Epidural lipomatosis

Onset: Epidural lipomatosis is a rare disorder defined as a pathological overgrowth of normal epidural fat it is more often associated with administration of exogenous steroid with variable duration and doses. Furthermore, it may occur in some patients in the absence of exposure to steroids but generally associated with obesity. Whatever the predisposing factor, the majority of these patients are men. The causal effect of epidural lipomatosis in the development of spinal card or radicular compression is generally well accepted. Diagnosis: The diagnosis of epidural lipomatosis can be established by melography, computed tomography (CT) and magnetic resonance imaging (MRI). MRI is considered the imaging procedure of choice, allowing an assessment of the extent of lipomatosis and, as well as CT, an identification of the lipomatous tissue. Most cases of epidural lipomatosis with corticosteroid use occur in the thoracic region, while most idiopathic cases occur in the lumbar region. Treatment: Management of treatment depends on the severity of the neurological signs and the patient's background.

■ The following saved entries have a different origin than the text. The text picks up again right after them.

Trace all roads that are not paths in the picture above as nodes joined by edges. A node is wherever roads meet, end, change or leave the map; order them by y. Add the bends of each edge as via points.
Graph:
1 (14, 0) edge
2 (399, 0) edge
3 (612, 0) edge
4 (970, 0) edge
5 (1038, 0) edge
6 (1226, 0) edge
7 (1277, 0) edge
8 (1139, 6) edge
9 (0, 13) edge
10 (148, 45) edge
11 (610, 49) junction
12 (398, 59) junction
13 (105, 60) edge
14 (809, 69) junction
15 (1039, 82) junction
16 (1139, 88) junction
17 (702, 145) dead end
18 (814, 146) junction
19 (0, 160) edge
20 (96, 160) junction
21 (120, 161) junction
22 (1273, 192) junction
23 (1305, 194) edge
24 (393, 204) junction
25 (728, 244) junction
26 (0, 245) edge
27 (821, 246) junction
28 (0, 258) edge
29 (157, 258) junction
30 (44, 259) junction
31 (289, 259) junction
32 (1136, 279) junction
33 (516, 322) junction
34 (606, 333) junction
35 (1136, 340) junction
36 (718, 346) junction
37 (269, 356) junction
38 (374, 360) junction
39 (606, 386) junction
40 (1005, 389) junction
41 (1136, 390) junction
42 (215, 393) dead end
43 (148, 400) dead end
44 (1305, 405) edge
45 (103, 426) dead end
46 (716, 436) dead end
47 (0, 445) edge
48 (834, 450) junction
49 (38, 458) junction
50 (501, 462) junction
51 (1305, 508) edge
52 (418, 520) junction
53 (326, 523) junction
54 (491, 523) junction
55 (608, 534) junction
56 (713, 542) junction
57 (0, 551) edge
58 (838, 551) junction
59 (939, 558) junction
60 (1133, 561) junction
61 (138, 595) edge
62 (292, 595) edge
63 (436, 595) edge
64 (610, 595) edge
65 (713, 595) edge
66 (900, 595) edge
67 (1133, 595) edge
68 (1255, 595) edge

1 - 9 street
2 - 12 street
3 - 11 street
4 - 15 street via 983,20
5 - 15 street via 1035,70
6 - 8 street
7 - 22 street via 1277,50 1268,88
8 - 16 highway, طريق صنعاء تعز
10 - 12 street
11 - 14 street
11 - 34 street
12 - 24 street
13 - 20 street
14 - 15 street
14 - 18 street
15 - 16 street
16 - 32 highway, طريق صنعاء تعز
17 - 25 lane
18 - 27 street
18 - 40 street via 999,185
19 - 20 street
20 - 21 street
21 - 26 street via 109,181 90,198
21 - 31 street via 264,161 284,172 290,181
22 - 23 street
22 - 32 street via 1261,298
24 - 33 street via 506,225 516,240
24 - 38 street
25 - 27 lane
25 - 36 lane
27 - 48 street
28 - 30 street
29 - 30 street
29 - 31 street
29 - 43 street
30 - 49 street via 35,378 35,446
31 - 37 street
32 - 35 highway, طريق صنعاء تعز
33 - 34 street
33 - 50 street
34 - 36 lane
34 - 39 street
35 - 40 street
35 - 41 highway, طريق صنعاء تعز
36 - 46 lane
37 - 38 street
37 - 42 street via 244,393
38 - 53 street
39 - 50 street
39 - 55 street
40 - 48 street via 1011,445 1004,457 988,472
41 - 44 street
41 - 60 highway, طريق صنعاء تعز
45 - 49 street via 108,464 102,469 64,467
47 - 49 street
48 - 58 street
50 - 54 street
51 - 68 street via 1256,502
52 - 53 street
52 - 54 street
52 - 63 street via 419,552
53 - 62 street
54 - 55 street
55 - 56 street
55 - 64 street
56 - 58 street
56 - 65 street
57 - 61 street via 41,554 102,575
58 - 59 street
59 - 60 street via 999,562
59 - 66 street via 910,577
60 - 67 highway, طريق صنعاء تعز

The most common treatment for epidural lipomatosis with corticosteroid use consists in surgical decompression but with a high risk of postoperative mortality. In some cases however, medical treatment includes corticosteroid withdrawal or reduction and calorie restriction, leading to clinical improvement. Treatment for idiopathic epidural lipomatosis is more often medical, based on weight loss and physical therapy with generally successful outcome. The pathogenesis of epidural lipomatosis remains unknown but different suggested hypotheses may lead to a metabolic disorder as the underlying cause.